**WORK TO BE COMPLETED**:
Go through the data below and copy each line that includes "node".

**DATA SECTION**:
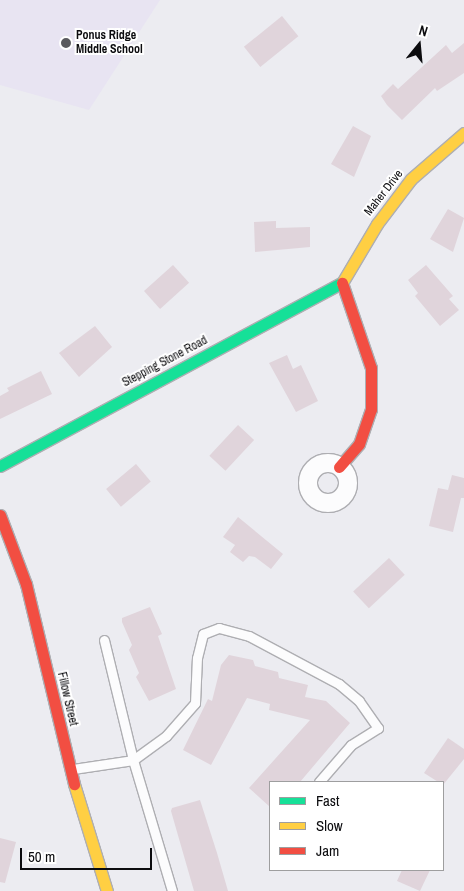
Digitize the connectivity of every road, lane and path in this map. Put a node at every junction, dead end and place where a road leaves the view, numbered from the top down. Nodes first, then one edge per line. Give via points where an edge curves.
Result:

---

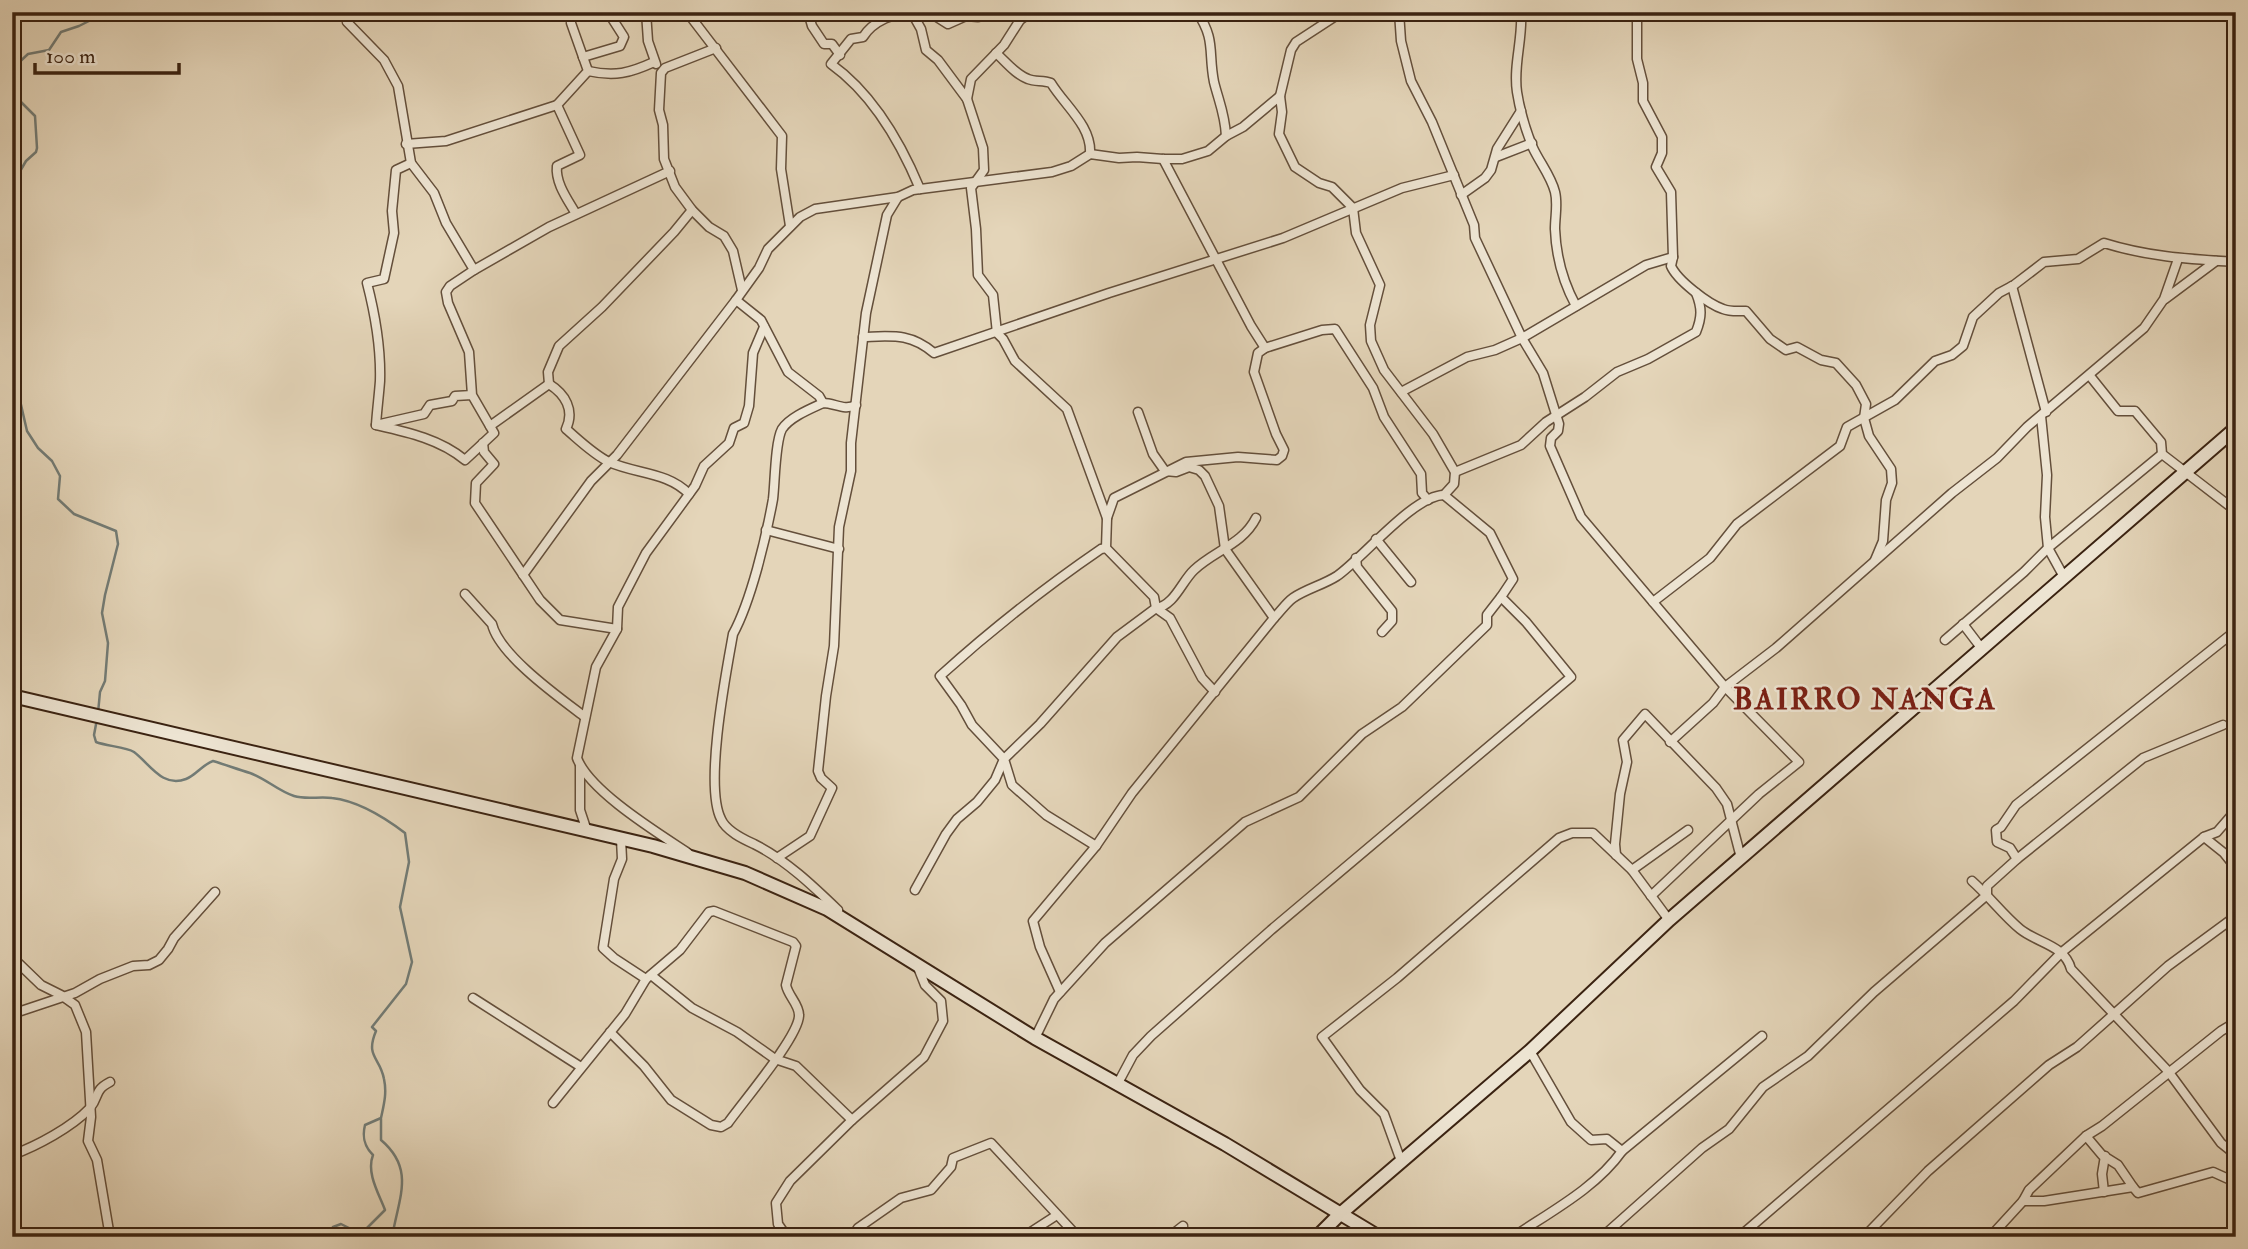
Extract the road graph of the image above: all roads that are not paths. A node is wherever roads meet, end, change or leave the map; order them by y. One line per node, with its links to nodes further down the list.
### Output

**WRITTEN SOLUTION**:
Digitize the connectivity of every road, lane and path in this map. Put a node at every junction, dead end and place where a road leaves the view, numbered from the top down. Nodes first, then one edge per line. Give via points where an edge curves.
Extract the road graph of the image above: all roads that are not paths. A node is wherever roads meet, end, change or leave the map; order them by y. One line per node, with its links to nodes further down the list.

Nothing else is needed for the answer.